Data listing –

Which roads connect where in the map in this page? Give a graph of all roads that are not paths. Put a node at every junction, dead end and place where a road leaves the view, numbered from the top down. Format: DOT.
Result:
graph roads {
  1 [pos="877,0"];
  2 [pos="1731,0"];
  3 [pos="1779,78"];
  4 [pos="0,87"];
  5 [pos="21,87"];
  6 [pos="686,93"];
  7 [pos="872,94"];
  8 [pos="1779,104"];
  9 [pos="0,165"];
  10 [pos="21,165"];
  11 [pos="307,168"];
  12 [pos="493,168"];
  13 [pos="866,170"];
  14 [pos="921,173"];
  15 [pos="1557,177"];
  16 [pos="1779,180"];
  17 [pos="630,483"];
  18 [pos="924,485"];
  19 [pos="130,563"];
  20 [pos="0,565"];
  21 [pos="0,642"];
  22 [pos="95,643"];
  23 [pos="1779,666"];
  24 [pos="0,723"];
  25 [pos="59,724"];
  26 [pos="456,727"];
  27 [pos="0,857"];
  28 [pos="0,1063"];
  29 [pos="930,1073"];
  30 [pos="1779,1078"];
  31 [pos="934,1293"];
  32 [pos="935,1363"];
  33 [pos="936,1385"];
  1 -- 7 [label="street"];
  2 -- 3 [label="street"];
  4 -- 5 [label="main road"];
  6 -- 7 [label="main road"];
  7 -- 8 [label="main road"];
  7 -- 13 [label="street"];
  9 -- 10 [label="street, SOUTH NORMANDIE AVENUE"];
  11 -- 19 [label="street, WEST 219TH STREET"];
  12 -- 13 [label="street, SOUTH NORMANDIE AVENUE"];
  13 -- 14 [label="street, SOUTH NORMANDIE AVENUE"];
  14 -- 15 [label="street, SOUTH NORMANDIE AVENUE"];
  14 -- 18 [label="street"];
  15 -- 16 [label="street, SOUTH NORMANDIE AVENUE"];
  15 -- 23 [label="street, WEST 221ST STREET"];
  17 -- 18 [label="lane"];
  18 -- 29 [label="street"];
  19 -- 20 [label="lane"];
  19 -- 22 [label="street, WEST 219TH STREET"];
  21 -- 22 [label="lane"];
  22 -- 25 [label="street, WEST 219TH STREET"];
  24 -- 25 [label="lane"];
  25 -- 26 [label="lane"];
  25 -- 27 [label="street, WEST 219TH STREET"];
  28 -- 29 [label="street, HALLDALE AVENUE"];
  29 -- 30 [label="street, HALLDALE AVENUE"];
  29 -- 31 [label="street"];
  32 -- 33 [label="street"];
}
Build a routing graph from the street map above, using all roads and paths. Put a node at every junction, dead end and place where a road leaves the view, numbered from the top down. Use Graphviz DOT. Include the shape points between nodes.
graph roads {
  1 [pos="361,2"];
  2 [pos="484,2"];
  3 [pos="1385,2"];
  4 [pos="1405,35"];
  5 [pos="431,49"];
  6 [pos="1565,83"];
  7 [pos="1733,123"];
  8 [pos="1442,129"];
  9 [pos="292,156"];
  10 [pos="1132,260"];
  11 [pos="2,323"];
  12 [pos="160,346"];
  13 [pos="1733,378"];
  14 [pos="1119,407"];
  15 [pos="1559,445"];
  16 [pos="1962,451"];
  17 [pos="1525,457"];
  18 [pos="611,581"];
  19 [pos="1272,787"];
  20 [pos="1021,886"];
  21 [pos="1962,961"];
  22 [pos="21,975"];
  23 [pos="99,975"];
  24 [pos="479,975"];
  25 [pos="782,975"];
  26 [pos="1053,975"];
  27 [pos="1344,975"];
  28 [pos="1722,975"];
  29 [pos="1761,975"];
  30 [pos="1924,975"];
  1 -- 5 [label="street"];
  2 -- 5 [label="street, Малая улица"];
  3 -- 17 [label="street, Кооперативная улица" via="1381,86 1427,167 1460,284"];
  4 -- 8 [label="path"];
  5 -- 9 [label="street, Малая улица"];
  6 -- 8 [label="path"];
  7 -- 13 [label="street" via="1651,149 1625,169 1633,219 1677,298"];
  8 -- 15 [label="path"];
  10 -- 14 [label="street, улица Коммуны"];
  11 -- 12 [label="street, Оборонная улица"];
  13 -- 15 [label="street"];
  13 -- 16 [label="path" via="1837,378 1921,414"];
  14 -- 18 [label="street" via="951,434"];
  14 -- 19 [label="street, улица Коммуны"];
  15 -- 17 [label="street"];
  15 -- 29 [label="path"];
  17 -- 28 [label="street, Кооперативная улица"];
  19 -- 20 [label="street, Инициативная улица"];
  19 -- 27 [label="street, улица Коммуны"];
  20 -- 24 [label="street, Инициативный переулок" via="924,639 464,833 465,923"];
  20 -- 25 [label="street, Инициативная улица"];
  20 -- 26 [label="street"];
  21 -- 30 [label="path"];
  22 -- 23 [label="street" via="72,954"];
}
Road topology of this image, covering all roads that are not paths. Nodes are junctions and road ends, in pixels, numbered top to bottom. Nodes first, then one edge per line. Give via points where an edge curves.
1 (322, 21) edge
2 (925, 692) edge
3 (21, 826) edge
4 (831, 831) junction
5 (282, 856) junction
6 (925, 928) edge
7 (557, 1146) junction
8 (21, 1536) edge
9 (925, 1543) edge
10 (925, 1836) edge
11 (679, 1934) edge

How to complete this task – Before answering, count every line of the data that holds the word "edge"; the reply is that number only.

Answer to the problem – 9